==== WORKING DATA ====

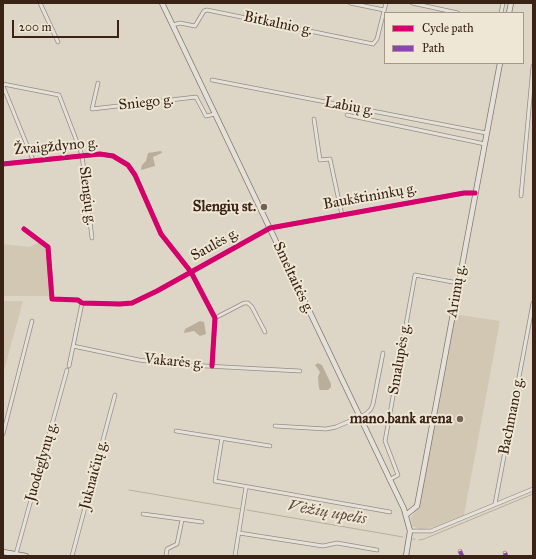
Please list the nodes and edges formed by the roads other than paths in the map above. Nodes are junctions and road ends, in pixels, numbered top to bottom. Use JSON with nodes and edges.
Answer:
{"nodes":[{"id":1,"x":40,"y":3,"type":"edge"},
{"id":2,"x":162,"y":3,"type":"edge"},
{"id":3,"x":350,"y":3,"type":"edge"},
{"id":4,"x":386,"y":3,"type":"edge"},
{"id":5,"x":412,"y":3,"type":"edge"},
{"id":6,"x":384,"y":10,"type":"junction"},
{"id":7,"x":453,"y":12,"type":"edge"},
{"id":8,"x":173,"y":25,"type":"junction"},
{"id":9,"x":58,"y":42,"type":"dead end"},
{"id":10,"x":500,"y":64,"type":"edge"},
{"id":11,"x":533,"y":66,"type":"edge"},
{"id":12,"x":212,"y":80,"type":"dead end"},
{"id":13,"x":98,"y":83,"type":"dead end"},
{"id":14,"x":3,"y":85,"type":"edge"},
{"id":15,"x":215,"y":114,"type":"junction"},
{"id":16,"x":347,"y":115,"type":"dead end"},
{"id":17,"x":314,"y":119,"type":"dead end"},
{"id":18,"x":486,"y":133,"type":"junction"},
{"id":19,"x":484,"y":144,"type":"junction"},
{"id":20,"x":82,"y":155,"type":"junction"},
{"id":21,"x":33,"y":160,"type":"junction"},
{"id":22,"x":3,"y":164,"type":"edge"},
{"id":23,"x":475,"y":193,"type":"junction"},
{"id":24,"x":521,"y":196,"type":"dead end"},
{"id":25,"x":342,"y":214,"type":"junction"},
{"id":26,"x":270,"y":228,"type":"junction"},
{"id":27,"x":24,"y":229,"type":"dead end"},
{"id":28,"x":92,"y":238,"type":"dead end"},
{"id":29,"x":191,"y":272,"type":"junction"},
{"id":30,"x":458,"y":283,"type":"junction"},
{"id":31,"x":82,"y":303,"type":"junction"},
{"id":32,"x":533,"y":303,"type":"edge"},
{"id":33,"x":215,"y":318,"type":"junction"},
{"id":34,"x":32,"y":321,"type":"dead end"},
{"id":35,"x":265,"y":332,"type":"dead end"},
{"id":36,"x":73,"y":346,"type":"junction"},
{"id":37,"x":383,"y":353,"type":"dead end"},
{"id":38,"x":68,"y":366,"type":"dead end"},
{"id":39,"x":212,"y":366,"type":"junction"},
{"id":40,"x":67,"y":370,"type":"dead end"},
{"id":41,"x":300,"y":371,"type":"dead end"},
{"id":42,"x":116,"y":395,"type":"dead end"},
{"id":43,"x":359,"y":417,"type":"junction"},
{"id":44,"x":275,"y":426,"type":"dead end"},
{"id":45,"x":176,"y":431,"type":"dead end"},
{"id":46,"x":3,"y":434,"type":"edge"},
{"id":47,"x":222,"y":438,"type":"junction"},
{"id":48,"x":270,"y":446,"type":"dead end"},
{"id":49,"x":389,"y":480,"type":"junction"},
{"id":50,"x":246,"y":487,"type":"junction"},
{"id":51,"x":533,"y":489,"type":"edge"},
{"id":52,"x":495,"y":504,"type":"junction"},
{"id":53,"x":390,"y":512,"type":"dead end"},
{"id":54,"x":143,"y":514,"type":"dead end"},
{"id":55,"x":406,"y":516,"type":"junction"},
{"id":56,"x":182,"y":520,"type":"junction"},
{"id":57,"x":202,"y":522,"type":"dead end"},
{"id":58,"x":410,"y":531,"type":"junction"},
{"id":59,"x":239,"y":533,"type":"junction"},
{"id":60,"x":377,"y":550,"type":"dead end"},
{"id":61,"x":460,"y":551,"type":"dead end"},
{"id":62,"x":3,"y":552,"type":"edge"},
{"id":63,"x":16,"y":554,"type":"junction"},
{"id":64,"x":26,"y":556,"type":"edge"},
{"id":65,"x":72,"y":556,"type":"edge"},
{"id":66,"x":166,"y":556,"type":"edge"},
{"id":67,"x":235,"y":556,"type":"edge"},
{"id":68,"x":406,"y":556,"type":"edge"},
{"id":69,"x":462,"y":556,"type":"edge"}],
"edges":[{"from":1,"to":9,"type":"street"},
{"from":2,"to":8,"type":"main road","name":"Smeltaitės g."},
{"from":3,"to":6,"type":"street"},
{"from":4,"to":6,"type":"street"},
{"from":5,"to":7,"type":"street"},
{"from":6,"to":8,"type":"street","name":"Bitkalnio g."},
{"from":8,"to":15,"type":"main road","name":"Smeltaitės g."},
{"from":10,"to":18,"type":"main road","name":"Arimų g."},
{"from":11,"to":24,"type":"street"},
{"from":12,"to":18,"type":"street","name":"Labių g."},
{"from":13,"to":15,"type":"street","name":"Sniego g."},
{"from":14,"to":20,"type":"street","name":"Slengių g."},
{"from":14,"to":21,"type":"street"},
{"from":15,"to":26,"type":"main road","name":"Smeltaitės g."},
{"from":16,"to":19,"type":"street"},
{"from":17,"to":25,"type":"street"},
{"from":18,"to":19,"type":"main road","name":"Arimų g."},
{"from":19,"to":23,"type":"main road","name":"Arimų g."},
{"from":20,"to":21,"type":"street","name":"Žvaigždyno g."},
{"from":20,"to":28,"type":"street","name":"Slengių g."},
{"from":20,"to":29,"type":"street","name":"Žvaigždyno g."},
{"from":21,"to":22,"type":"street","name":"Žvaigždyno g."},
{"from":23,"to":25,"type":"street","name":"Baukštininkų g."},
{"from":23,"to":30,"type":"main road","name":"Arimų g."},
{"from":25,"to":26,"type":"street","name":"Baukštininkų g."},
{"from":26,"to":29,"type":"street","name":"Saulės g."},
{"from":26,"to":43,"type":"main road","name":"Smeltaitės g."},
{"from":27,"to":31,"type":"street","name":"Saulės g."},
{"from":29,"to":31,"type":"street","name":"Saulės g."},
{"from":29,"to":33,"type":"street","name":"Žvaigždyno g."},
{"from":30,"to":49,"type":"street","name":"Smalupės g."},
{"from":30,"to":55,"type":"main road","name":"Arimų g."},
{"from":31,"to":36,"type":"street"},
{"from":32,"to":52,"type":"street","name":"Bachmano g."},
{"from":33,"to":35,"type":"street"},
{"from":33,"to":39,"type":"street"},
{"from":34,"to":46,"type":"street"},
{"from":36,"to":38,"type":"street"},
{"from":36,"to":39,"type":"street","name":"Vakarės g."},
{"from":37,"to":43,"type":"street","name":"Smalupės g."},
{"from":39,"to":41,"type":"street","name":"Vakarės g."},
{"from":40,"to":63,"type":"street","name":"Juodeglynų g."},
{"from":42,"to":65,"type":"street","name":"Juknaičių g."},
{"from":43,"to":44,"type":"street"},
{"from":43,"to":49,"type":"main road","name":"Smeltaitės g."},
{"from":45,"to":47,"type":"street"},
{"from":47,"to":48,"type":"street"},
{"from":47,"to":50,"type":"street"},
{"from":49,"to":55,"type":"main road","name":"Smeltaitės g."},
{"from":50,"to":53,"type":"street"},
{"from":50,"to":59,"type":"street"},
{"from":51,"to":52,"type":"street"},
{"from":52,"to":58,"type":"street"},
{"from":54,"to":56,"type":"street"},
{"from":55,"to":58,"type":"main road","name":"Smeltaitės g."},
{"from":56,"to":57,"type":"street"},
{"from":56,"to":66,"type":"street"},
{"from":58,"to":68,"type":"main road","name":"Smeltaitės g."},
{"from":59,"to":60,"type":"street"},
{"from":59,"to":67,"type":"street"},
{"from":61,"to":69,"type":"street"},
{"from":62,"to":63,"type":"main road"},
{"from":63,"to":64,"type":"main road"}]}
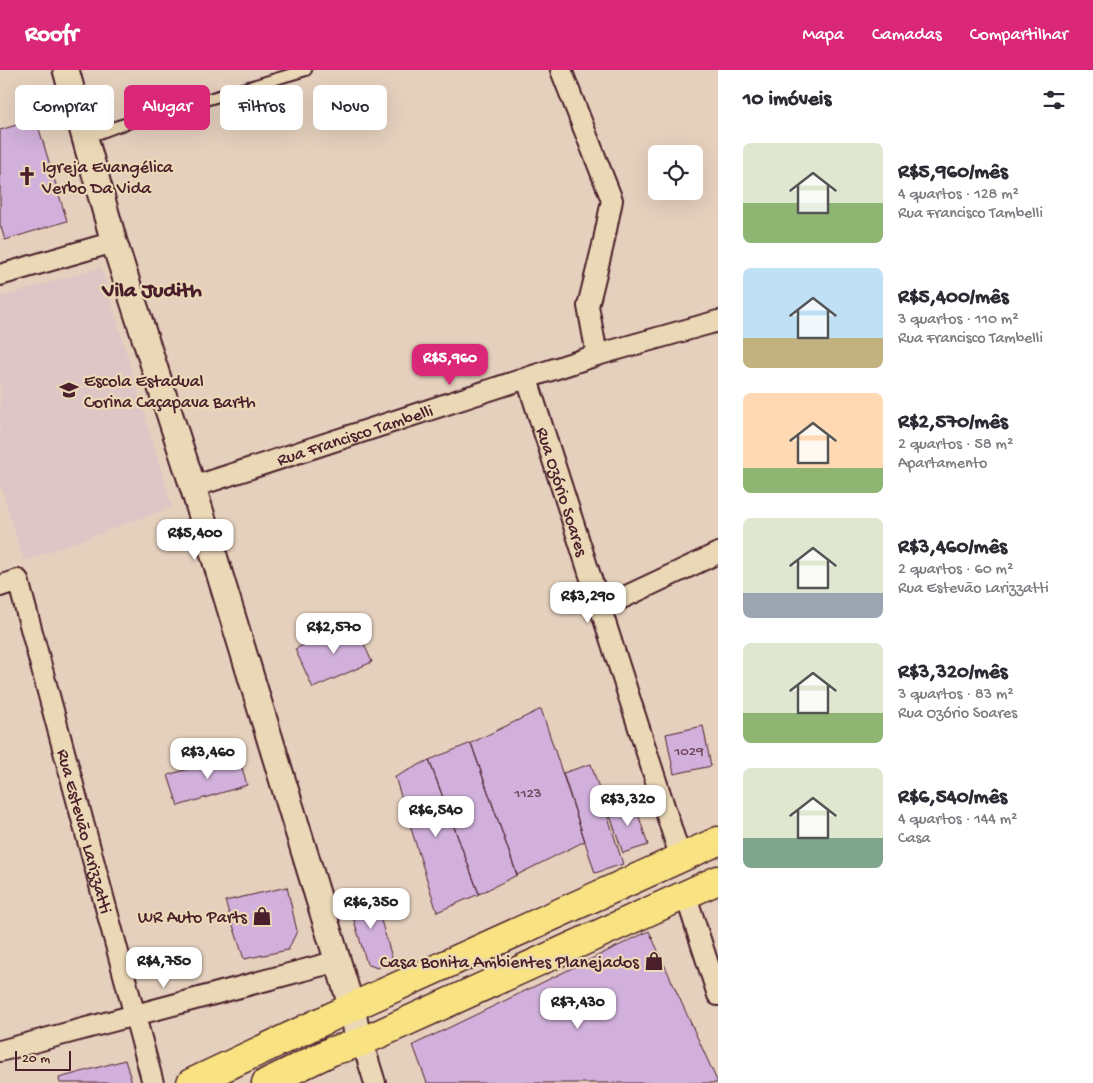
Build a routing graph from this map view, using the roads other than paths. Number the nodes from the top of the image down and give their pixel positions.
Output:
1 (66, 70) edge
2 (306, 70) edge
3 (560, 70) edge
4 (85, 138) junction
5 (114, 242) junction
6 (0, 275) edge
7 (718, 321) edge
8 (597, 355) junction
9 (527, 379) junction
10 (193, 486) junction
11 (718, 552) edge
12 (9, 583) edge
13 (601, 608) junction
14 (718, 841) edge
15 (681, 859) junction
16 (718, 880) edge
17 (686, 896) junction
18 (338, 961) junction
19 (718, 995) edge
20 (352, 1008) junction
21 (134, 1016) junction
22 (359, 1043) junction
23 (0, 1051) edge
24 (153, 1083) edge
25 (191, 1083) edge
26 (266, 1083) edge
27 (376, 1083) edge

1 - 4 street
2 - 4 lane
3 - 8 street
4 - 5 street
5 - 6 street
5 - 10 street
7 - 8 street, Rua Francisco Tambelli
8 - 9 street, Rua Francisco Tambelli
9 - 10 street, Rua Francisco Tambelli
9 - 13 street, Rua Ozório Soares
10 - 18 street
11 - 13 street
12 - 21 street, Rua Estevão Larizzatti
13 - 15 street, Rua Ozório Soares
14 - 15 main road
15 - 20 main road
16 - 17 main road
17 - 19 street
17 - 22 main road
18 - 20 street
18 - 21 street
20 - 22 street
20 - 25 main road
21 - 23 street
21 - 24 street, Rua Estevão Larizzatti
22 - 26 main road
22 - 27 street

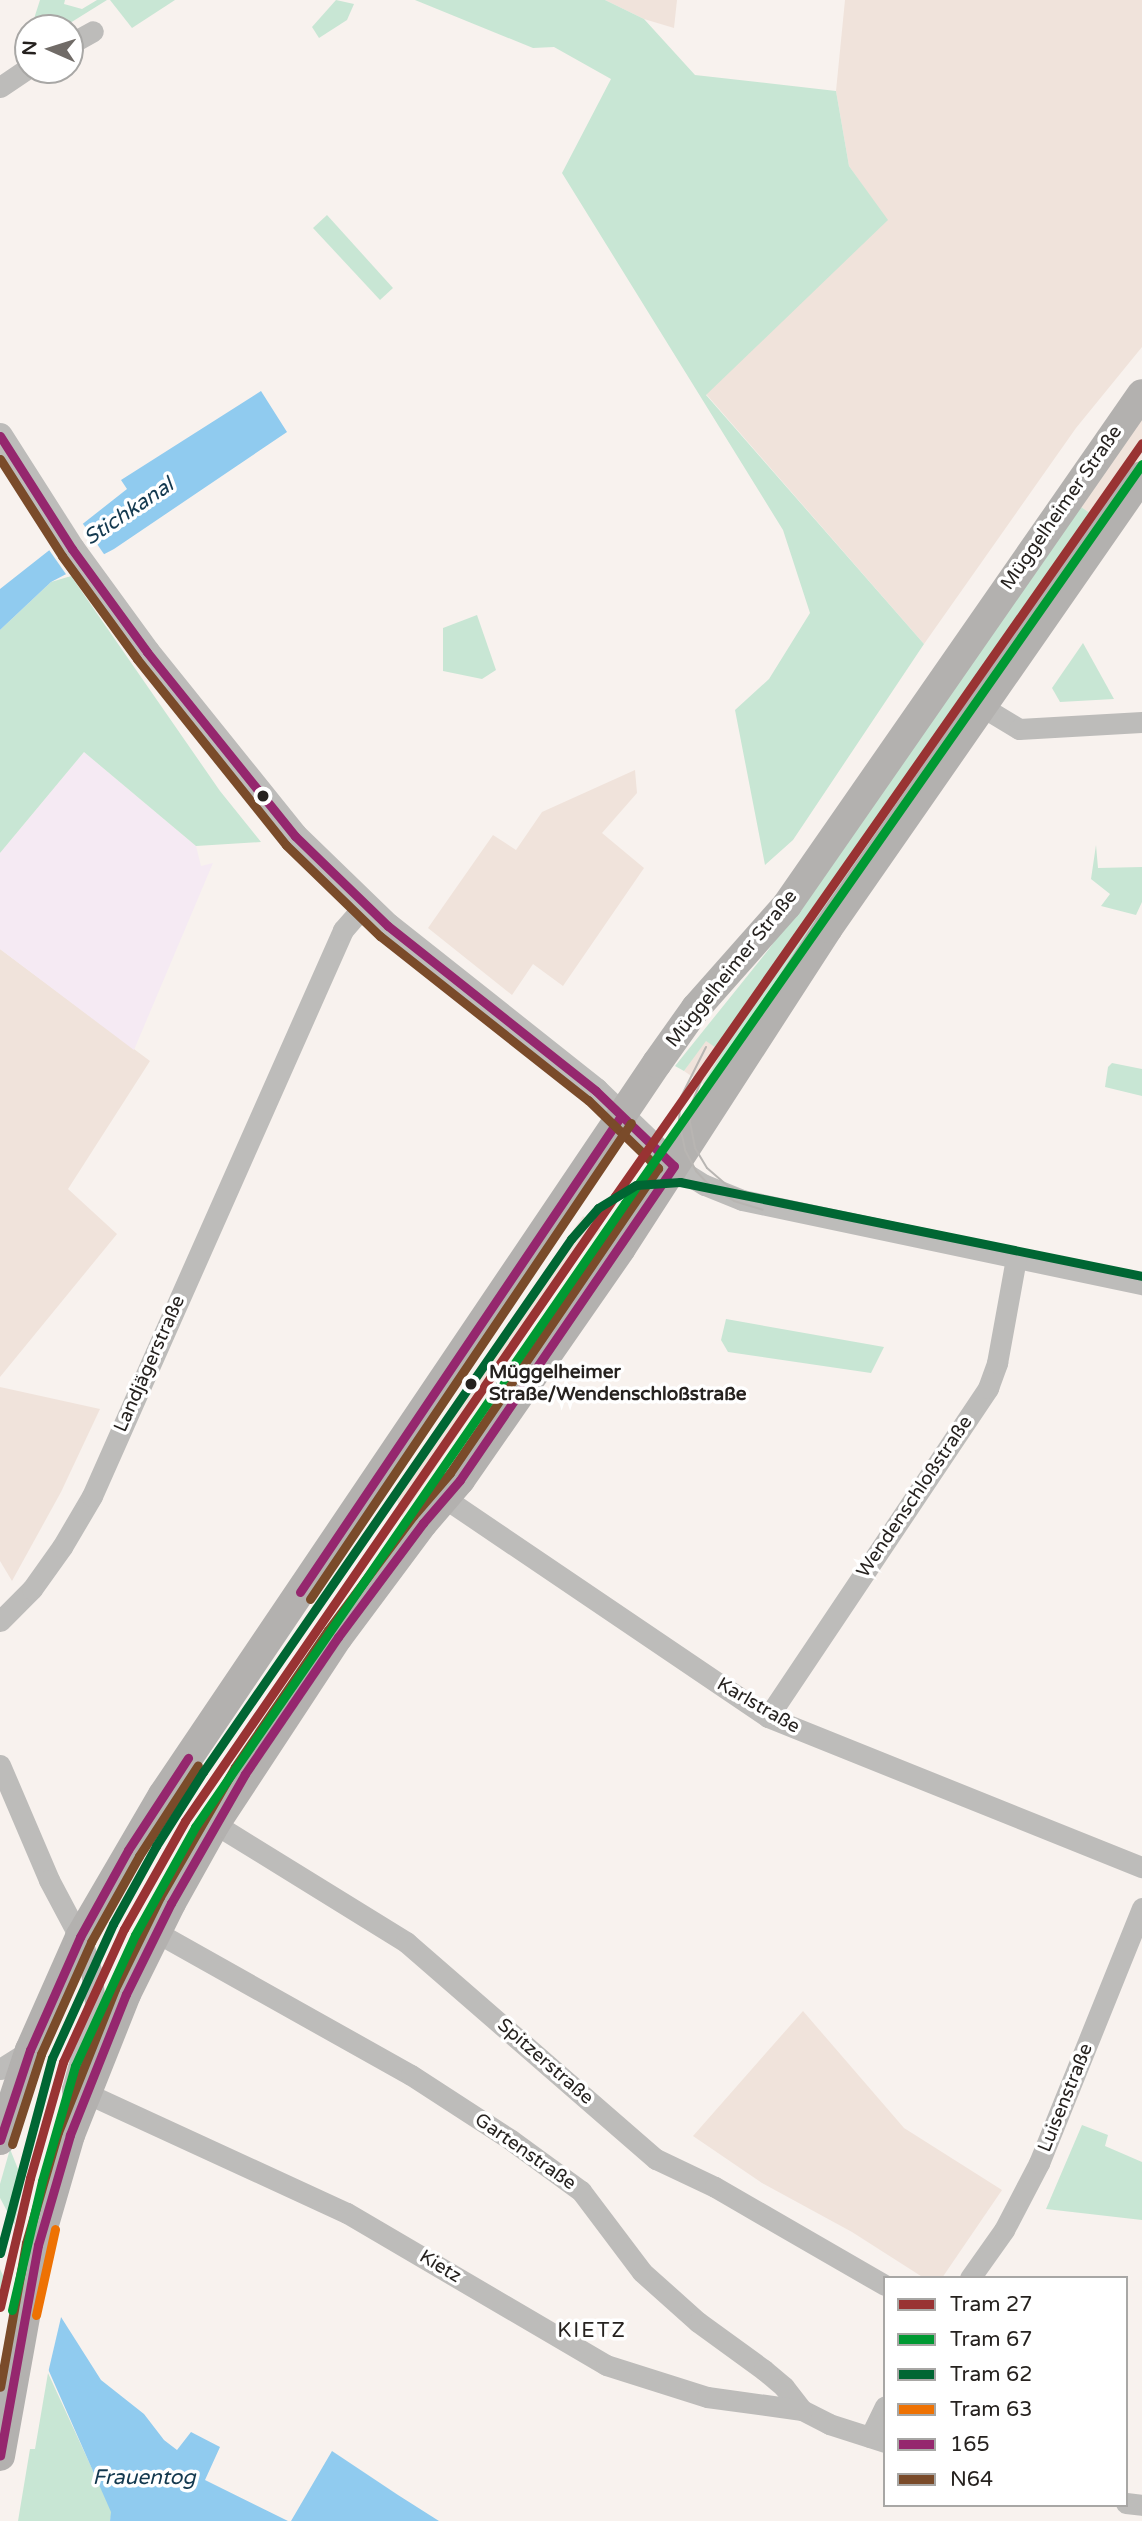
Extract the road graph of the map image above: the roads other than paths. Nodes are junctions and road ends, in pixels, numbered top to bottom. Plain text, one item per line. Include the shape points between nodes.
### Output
1 (93, 31) dead end
2 (84, 36) edge
3 (1142, 394) edge
4 (0, 436) edge
5 (1142, 476) edge
6 (981, 706) junction
7 (1142, 722) edge
8 (366, 904) junction
9 (621, 1116) junction
10 (674, 1166) junction
11 (1016, 1258) junction
12 (1142, 1284) edge
13 (446, 1499) junction
14 (0, 1621) edge
15 (768, 1717) junction
16 (0, 1765) edge
17 (215, 1824) junction
18 (1142, 1867) edge
19 (1142, 1908) edge
20 (156, 1932) junction
21 (80, 1937) junction
22 (30, 2050) junction
23 (0, 2069) edge
24 (86, 2093) junction
25 (75, 2123) junction
26 (0, 2140) edge
27 (971, 2276) edge
28 (883, 2284) edge
29 (802, 2410) junction
30 (883, 2414) edge
31 (877, 2440) edge
32 (0, 2455) edge

1 - 2 street
3 - 9 main road, Müggelheimer Straße via 786,905 696,1008
4 - 8 street via 147,652 295,836
5 - 6 main road
6 - 7 street via 1019,729
6 - 10 main road via 828,928
8 - 9 street
8 - 14 street, Landjägerstraße via 343,930 92,1496 32,1589
9 - 10 street
9 - 21 main road, Müggelheimer Straße via 163,1795
10 - 11 street via 742,1200
10 - 13 main road
11 - 12 street
11 - 15 street, Wendenschloßstraße via 997,1363 988,1388
13 - 15 street, Karlstraße
13 - 17 main road via 338,1637
15 - 18 street, Karlstraße
16 - 21 street via 49,1880
17 - 20 main road
17 - 28 street, Spitzerstraße via 406,1942 656,2160 726,2193
19 - 27 street, Luisenstraße via 1039,2163 1004,2230
20 - 24 main road
20 - 29 street, Gartenstraße via 411,2075 581,2190 642,2272 698,2322 765,2370
21 - 22 main road, Müggelheimer Straße
21 - 25 street via 91,1970 95,2005 72,2089
22 - 23 street
22 - 26 main road, Müggelheimer Straße
24 - 25 main road
24 - 29 street, Kietz via 337,2207 606,2365 707,2398
25 - 32 main road via 38,2245
29 - 31 street, Gartenstraße
30 - 31 street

====

WORK ORDER: Write out each line above that contains the word "Soares".

RESPONSE AREA:
9 - 13 street, Rua Ozório Soares
13 - 15 street, Rua Ozório Soares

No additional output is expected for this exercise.